[Saved entries]
☆ ☆ ☆ ☆ ☆ ☆ ☆

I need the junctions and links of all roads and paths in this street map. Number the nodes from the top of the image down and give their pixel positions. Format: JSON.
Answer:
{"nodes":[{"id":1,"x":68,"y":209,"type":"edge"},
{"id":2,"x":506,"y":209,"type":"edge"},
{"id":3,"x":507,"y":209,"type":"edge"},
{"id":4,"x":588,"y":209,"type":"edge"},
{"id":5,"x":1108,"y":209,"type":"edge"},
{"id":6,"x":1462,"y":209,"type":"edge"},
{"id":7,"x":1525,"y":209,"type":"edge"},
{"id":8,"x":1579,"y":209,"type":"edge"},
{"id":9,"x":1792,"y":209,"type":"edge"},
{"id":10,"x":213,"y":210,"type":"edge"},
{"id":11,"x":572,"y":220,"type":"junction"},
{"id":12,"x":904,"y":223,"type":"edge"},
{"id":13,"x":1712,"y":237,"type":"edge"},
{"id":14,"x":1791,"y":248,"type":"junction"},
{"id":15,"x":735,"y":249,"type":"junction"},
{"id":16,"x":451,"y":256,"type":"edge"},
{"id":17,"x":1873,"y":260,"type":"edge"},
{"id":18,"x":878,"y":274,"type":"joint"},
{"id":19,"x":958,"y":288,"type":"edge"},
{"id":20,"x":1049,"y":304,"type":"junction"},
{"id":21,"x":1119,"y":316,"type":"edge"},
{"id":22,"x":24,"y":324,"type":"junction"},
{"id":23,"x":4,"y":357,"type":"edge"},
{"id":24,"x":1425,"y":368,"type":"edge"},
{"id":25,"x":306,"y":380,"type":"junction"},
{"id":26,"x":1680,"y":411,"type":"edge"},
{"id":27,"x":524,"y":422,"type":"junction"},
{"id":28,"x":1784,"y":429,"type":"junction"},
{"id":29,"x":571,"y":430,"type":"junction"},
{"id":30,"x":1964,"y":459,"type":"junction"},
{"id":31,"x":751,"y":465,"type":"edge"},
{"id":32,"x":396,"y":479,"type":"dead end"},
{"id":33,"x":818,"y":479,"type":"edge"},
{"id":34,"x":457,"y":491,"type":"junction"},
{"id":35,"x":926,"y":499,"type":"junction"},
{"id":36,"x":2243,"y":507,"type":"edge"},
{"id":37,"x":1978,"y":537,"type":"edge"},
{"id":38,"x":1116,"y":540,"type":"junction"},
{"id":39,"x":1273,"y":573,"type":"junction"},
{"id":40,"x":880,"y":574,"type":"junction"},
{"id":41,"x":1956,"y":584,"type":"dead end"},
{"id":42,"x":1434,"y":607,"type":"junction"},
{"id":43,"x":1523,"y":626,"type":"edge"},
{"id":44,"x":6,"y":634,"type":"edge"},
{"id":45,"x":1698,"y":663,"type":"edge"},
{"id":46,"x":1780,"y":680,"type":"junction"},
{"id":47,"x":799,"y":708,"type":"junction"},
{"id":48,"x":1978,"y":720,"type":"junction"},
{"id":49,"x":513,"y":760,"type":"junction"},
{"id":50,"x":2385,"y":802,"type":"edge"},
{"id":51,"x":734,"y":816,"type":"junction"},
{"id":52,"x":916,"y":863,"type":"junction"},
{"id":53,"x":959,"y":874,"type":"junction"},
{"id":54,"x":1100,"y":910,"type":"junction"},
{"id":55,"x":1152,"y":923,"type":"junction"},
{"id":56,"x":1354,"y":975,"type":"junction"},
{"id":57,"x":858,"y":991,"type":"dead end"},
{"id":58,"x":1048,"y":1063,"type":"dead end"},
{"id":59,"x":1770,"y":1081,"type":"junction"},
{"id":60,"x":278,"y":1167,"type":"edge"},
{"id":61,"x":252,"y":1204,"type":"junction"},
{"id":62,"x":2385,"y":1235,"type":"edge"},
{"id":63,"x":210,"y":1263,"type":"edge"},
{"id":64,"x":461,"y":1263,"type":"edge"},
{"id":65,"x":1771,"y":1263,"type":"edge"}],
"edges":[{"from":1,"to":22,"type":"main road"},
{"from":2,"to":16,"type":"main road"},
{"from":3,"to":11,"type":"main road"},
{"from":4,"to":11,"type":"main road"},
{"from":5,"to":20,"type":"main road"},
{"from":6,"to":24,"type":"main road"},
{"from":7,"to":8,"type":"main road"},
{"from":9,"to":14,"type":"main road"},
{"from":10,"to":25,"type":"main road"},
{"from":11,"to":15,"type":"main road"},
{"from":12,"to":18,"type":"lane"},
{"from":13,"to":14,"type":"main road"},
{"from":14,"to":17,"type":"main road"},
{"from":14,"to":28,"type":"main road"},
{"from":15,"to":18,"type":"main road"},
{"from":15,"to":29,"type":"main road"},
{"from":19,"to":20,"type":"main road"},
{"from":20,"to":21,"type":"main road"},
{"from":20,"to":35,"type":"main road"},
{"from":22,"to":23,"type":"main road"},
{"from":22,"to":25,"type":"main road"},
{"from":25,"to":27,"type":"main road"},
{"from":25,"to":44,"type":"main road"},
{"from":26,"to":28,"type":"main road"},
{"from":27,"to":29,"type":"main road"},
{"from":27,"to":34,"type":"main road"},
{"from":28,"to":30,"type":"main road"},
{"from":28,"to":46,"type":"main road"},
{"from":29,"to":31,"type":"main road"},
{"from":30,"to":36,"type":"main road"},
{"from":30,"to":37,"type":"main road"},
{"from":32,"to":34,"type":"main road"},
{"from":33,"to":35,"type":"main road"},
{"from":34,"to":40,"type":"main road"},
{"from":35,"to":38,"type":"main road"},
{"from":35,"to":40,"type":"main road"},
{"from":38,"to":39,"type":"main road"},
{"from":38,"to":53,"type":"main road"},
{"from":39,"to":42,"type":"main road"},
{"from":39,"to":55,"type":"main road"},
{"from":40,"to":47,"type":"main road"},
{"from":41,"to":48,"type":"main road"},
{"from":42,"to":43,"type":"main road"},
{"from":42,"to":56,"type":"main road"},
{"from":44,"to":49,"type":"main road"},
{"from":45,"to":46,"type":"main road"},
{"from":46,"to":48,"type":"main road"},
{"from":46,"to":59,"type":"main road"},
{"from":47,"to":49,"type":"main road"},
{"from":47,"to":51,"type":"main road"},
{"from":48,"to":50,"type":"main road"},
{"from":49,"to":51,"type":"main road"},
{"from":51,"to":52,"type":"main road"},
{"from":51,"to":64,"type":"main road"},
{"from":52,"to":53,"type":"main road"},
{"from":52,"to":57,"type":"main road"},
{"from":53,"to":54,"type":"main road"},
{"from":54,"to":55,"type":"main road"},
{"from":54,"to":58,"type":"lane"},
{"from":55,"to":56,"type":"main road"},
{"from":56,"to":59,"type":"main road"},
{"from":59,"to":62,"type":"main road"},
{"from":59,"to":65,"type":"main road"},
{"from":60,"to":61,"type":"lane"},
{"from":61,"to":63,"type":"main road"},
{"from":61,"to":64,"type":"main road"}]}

☆ ☆ ☆ ☆ ☆ ☆ ☆

▸ **ABOUT THIS TASK**: Among the entries, find every line holding "nodes" and return it.

▸ **ANSWER TO THE PROBLEM**:
I need the junctions and links of all roads and paths in this street map. Number the nodes from the top of the image down and give their pixel positions. Format: JSON.
{"nodes":[{"id":1,"x":68,"y":209,"type":"edge"},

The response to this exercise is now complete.